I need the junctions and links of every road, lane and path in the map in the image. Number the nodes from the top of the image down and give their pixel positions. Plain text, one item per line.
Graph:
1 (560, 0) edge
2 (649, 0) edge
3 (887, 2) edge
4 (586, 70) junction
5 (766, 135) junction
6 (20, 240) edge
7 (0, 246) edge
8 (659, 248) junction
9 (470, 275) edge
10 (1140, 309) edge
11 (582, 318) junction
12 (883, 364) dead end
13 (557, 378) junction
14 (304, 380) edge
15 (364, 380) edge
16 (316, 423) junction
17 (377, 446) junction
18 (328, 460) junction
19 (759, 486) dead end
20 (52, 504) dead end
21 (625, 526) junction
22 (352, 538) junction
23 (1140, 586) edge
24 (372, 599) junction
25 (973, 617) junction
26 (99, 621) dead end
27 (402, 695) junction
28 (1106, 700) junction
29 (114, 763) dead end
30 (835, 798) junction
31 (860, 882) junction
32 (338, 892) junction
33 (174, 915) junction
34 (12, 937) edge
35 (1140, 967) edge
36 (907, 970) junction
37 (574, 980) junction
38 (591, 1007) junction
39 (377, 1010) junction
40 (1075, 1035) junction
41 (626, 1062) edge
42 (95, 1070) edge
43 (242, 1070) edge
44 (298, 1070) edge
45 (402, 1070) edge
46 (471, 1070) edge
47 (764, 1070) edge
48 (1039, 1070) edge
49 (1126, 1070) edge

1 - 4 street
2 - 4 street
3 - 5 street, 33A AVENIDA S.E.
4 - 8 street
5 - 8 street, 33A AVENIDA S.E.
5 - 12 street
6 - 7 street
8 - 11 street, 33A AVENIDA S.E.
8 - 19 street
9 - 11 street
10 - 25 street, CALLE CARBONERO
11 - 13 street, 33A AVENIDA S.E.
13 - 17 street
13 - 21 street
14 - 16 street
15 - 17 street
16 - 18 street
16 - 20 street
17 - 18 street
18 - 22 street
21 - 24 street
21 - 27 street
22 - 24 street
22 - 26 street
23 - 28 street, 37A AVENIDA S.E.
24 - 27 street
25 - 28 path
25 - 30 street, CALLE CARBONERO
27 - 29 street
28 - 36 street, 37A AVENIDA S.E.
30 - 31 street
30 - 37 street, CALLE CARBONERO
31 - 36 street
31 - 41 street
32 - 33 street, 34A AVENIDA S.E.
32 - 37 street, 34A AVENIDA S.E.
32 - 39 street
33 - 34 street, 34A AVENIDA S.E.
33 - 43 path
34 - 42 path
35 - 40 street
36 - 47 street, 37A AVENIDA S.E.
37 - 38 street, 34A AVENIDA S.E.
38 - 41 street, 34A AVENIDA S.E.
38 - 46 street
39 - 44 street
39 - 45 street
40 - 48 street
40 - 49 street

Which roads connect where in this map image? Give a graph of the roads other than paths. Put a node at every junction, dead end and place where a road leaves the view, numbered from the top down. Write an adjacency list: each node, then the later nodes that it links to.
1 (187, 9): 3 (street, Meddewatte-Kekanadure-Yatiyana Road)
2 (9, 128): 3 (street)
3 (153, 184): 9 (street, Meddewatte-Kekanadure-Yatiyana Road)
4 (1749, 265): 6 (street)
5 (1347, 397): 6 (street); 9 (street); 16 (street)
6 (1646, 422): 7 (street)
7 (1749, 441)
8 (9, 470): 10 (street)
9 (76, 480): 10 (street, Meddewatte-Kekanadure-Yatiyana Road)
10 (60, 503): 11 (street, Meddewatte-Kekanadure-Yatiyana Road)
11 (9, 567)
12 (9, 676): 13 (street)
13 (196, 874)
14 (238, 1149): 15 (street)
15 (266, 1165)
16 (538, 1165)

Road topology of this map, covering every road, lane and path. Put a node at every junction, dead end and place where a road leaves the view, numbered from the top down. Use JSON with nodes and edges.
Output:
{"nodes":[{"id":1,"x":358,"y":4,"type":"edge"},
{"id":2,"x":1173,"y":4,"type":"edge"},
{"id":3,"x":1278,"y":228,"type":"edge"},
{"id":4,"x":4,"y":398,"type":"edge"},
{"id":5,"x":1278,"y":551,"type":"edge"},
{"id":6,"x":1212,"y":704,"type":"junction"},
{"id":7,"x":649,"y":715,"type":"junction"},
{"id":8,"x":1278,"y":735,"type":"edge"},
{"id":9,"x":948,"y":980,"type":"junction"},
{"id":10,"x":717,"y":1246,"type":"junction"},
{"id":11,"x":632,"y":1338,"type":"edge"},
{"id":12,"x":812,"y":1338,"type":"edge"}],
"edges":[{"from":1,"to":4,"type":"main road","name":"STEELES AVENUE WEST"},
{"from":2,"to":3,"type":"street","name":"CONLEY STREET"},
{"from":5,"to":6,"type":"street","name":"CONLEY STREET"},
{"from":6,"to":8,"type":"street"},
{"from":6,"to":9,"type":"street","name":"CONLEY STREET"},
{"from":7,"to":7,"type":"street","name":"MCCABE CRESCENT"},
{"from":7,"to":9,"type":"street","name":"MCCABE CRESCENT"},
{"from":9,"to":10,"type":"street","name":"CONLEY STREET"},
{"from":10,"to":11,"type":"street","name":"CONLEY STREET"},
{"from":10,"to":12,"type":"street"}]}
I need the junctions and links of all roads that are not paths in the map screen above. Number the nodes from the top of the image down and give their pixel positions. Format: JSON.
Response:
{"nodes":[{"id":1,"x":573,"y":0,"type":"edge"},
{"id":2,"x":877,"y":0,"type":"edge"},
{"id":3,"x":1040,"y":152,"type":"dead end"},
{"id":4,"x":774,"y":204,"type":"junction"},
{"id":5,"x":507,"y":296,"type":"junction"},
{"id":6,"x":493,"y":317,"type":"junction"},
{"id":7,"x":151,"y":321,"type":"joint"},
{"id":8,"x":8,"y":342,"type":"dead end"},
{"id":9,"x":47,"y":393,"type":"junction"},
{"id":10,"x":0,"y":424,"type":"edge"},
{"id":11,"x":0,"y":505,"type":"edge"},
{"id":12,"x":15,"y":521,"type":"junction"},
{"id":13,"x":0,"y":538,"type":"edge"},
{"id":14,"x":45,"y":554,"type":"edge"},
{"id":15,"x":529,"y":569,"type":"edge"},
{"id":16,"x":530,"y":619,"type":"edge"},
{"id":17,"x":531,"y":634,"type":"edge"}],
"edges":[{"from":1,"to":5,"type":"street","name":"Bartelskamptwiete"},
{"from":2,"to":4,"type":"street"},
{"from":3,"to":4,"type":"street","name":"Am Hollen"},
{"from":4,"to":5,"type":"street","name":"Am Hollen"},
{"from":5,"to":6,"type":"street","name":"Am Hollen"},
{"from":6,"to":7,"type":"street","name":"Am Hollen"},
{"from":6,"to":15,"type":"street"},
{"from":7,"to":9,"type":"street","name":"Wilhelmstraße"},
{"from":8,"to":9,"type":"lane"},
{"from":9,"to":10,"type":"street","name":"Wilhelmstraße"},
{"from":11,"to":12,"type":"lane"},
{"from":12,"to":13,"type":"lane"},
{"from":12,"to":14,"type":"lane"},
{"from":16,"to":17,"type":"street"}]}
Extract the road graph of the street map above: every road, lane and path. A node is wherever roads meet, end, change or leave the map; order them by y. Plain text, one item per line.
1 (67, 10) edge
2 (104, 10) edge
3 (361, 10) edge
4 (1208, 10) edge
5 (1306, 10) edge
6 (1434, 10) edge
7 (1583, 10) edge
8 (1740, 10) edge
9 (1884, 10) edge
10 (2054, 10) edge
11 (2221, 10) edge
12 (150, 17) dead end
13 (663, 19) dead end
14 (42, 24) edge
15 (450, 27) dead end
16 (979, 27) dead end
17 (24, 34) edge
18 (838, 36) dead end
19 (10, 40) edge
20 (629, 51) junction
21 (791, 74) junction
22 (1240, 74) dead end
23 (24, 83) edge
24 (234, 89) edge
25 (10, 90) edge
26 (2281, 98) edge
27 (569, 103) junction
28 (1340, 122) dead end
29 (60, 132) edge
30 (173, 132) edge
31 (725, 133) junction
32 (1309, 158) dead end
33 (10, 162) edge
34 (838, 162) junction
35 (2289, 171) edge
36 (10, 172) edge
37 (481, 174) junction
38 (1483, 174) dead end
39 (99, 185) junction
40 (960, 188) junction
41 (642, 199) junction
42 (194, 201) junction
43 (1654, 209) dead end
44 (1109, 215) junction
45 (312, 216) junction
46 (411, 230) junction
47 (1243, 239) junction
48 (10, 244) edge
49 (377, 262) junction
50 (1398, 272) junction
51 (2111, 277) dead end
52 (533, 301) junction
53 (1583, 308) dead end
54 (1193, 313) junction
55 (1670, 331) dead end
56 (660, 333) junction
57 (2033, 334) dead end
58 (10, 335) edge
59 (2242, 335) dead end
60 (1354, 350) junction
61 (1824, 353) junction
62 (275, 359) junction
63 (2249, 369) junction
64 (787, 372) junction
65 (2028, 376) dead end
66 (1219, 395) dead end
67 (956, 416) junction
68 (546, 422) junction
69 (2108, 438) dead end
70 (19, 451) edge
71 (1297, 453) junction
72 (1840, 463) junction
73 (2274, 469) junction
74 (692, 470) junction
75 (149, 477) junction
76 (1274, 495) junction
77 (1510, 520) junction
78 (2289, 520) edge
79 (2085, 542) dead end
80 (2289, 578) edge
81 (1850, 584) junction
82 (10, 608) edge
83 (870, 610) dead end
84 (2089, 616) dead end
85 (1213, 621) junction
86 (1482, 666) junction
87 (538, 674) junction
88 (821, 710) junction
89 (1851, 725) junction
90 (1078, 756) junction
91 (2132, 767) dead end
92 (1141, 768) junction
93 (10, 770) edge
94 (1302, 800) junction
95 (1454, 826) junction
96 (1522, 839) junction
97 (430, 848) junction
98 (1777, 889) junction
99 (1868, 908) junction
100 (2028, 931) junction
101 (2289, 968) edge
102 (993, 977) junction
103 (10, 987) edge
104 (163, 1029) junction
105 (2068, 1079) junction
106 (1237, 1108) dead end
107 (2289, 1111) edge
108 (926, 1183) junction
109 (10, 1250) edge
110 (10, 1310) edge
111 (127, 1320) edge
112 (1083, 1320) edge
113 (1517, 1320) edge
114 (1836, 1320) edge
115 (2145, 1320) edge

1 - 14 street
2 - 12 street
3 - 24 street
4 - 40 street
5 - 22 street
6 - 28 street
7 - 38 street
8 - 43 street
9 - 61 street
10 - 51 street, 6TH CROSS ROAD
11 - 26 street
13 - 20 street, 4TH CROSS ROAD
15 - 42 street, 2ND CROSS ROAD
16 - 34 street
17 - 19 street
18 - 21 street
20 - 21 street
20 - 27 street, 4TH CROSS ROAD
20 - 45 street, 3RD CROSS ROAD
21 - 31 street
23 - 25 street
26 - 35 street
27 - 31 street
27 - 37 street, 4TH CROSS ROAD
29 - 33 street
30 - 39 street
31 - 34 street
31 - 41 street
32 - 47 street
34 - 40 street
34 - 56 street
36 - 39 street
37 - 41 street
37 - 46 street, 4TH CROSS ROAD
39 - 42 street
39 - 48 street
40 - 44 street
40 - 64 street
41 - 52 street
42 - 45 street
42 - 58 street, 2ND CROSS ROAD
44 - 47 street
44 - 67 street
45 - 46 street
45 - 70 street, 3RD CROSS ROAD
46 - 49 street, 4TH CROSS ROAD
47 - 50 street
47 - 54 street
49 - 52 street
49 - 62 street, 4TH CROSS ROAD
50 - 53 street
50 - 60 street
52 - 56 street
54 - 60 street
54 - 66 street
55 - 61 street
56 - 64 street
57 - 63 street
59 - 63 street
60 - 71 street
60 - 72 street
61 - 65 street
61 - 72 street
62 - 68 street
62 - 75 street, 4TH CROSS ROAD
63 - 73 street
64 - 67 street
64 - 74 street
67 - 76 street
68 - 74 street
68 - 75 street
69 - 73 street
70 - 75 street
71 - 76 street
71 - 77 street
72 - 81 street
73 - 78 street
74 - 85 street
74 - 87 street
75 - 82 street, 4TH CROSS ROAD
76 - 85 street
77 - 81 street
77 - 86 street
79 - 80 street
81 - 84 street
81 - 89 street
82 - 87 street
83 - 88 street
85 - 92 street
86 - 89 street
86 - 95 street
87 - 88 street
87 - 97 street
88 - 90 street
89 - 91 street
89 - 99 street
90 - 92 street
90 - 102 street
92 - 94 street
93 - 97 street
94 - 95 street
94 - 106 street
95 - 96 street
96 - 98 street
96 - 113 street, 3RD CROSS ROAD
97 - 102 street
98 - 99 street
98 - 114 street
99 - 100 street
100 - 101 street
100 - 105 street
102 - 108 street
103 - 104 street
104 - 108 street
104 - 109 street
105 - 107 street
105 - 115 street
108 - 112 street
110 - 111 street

....................

### Activity
Provide the count of lines above containing "paths", without any added words.

### Answer space
2